◆ Problem statement
Give only the number of lines below that contain the word "edges".
[Dataset content]
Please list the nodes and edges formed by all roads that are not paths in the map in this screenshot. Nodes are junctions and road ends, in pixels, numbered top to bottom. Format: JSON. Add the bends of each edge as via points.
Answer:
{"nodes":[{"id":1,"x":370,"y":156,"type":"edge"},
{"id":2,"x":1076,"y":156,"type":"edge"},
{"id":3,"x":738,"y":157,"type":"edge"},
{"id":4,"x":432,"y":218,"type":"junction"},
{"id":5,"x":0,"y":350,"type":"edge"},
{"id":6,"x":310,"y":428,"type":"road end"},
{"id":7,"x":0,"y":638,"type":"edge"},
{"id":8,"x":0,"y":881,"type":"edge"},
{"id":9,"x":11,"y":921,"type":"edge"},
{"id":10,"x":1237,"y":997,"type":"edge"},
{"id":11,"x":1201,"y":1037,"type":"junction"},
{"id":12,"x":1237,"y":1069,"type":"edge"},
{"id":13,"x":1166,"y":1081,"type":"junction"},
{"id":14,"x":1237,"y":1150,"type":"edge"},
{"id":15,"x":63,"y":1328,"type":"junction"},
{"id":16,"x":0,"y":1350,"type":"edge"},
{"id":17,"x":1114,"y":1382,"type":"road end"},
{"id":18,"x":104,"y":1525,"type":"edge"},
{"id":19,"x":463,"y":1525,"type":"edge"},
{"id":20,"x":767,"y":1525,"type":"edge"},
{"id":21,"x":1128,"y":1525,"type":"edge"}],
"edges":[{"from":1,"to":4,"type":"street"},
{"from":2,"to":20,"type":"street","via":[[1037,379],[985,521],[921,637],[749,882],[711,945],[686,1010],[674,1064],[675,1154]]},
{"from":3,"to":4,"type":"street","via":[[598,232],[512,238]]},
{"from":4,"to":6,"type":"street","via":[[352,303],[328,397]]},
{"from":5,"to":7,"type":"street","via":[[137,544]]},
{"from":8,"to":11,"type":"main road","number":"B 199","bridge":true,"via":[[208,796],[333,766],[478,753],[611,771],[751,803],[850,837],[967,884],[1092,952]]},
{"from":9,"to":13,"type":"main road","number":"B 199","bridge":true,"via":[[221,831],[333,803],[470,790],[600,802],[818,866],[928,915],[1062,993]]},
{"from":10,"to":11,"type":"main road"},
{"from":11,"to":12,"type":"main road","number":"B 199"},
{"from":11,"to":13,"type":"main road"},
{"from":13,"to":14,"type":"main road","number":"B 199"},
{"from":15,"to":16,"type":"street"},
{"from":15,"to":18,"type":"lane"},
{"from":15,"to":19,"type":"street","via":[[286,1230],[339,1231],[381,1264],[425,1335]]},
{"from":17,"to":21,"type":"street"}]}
[/Dataset content]
◆ Output of the task
2